Author + information
- Mustafa Kılıçkap1,
- Ahmet Ergun Karaağaoğlu2,
- Kerim Esenboğa1,
- Çağlar Uzun3,
- Çetin Atasoy3,
- Deniz Kumbasar1 and
- Çetin Erol1
It is important to know at which pretest probability a diagnostic test gives maximum information. Information theory quantifies the information content of a test, expressed as “bit”, and shows at which pretest probability the test gives maximum information. We assessed the diagnostic value of computerized tomographic coronary angiography (CTA) by using information theory.
Conventional coronary angiography was used as gold standard test, and 50% diameter stenosis was used as cut-off value for severe stenosis. Information content (mutual information), which gives overall test performance, was calculated across the pretest probabilities between 0.01 and 0.99 for CTA and for a perfect test that has a sensitivity and specificity of 0.999999. Ratio of the area under the curves of these values (CTA/perfect) denotes what percent of diagnostic information is obtained compared to a perfect test. Relative entropies give the information of positive and negative test results separately. Analyses were made as per patient (n=69) and per segment (n=1076) basis.

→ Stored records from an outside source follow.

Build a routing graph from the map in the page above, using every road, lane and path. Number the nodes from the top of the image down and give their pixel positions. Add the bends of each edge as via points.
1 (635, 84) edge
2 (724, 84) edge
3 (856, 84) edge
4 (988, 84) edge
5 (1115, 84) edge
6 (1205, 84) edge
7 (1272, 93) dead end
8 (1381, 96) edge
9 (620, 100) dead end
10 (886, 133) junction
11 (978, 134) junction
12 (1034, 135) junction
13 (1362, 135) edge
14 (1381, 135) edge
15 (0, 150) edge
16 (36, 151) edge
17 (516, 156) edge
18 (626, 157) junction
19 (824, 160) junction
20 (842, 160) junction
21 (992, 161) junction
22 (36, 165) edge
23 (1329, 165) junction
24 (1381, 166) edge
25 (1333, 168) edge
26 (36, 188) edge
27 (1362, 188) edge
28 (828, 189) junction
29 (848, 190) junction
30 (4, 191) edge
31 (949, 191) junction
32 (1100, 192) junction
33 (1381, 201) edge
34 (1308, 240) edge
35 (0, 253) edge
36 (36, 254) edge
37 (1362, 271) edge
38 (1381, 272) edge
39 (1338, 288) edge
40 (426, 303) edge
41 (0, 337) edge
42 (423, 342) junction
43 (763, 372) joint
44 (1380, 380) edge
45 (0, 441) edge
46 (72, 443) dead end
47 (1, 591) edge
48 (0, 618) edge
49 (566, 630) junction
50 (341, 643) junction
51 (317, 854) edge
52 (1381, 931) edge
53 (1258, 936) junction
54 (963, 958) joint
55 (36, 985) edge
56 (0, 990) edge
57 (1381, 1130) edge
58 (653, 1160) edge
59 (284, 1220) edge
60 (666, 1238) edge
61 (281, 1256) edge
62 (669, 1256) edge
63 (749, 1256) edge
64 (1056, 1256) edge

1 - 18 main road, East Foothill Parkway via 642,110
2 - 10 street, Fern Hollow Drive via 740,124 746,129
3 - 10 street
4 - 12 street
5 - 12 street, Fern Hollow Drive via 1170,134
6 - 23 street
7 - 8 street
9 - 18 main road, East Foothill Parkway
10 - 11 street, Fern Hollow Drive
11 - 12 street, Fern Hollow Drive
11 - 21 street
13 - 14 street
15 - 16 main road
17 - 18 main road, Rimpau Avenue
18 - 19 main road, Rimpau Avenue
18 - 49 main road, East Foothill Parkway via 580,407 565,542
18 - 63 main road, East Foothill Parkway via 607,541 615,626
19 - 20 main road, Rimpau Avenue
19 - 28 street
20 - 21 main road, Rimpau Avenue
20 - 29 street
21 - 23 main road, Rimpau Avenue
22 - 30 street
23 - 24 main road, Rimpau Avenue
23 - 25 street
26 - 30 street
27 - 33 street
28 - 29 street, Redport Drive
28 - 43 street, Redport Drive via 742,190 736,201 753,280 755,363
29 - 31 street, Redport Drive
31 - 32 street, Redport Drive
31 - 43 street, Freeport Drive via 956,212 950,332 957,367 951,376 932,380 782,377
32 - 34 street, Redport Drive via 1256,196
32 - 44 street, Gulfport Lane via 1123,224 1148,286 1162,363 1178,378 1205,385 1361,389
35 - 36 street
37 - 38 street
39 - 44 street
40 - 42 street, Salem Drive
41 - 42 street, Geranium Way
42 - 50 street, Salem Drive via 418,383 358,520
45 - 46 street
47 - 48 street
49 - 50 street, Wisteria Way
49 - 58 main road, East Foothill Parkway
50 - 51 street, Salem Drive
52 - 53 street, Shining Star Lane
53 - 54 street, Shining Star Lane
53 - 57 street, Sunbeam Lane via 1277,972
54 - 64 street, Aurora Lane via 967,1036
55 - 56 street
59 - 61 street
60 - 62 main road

Per segment analysis gives more information than per patient analysis (CTA/perfect values were 33% and 15%, respectively). Maximum information is obtained for intermediary artery (CTA/perfect=91%) and for proximal segments (CTA/perfect =39%). Relative entropy values demonstrate that positive test is more informative in per segment analysis (Figure 1-A), however, negative test is more informative in per patient analysis (Figure I-B). Diagnostic yielding of positive test result increases to its maximum at pretest probability of about 20% in per segment analysis, and that of negative result increases to its maximum at pretest probability of about 80% in per segment and per patient analysis (Figure 1A-B).
Relative entropy graphics give clinically important information in terms of assessing the pretest probability at which diagnostic value of CTA reaches its maximum. This study shows that CTA gives more information if the result is negative in per patient analysis; however, the opposite is true for per segment analysis.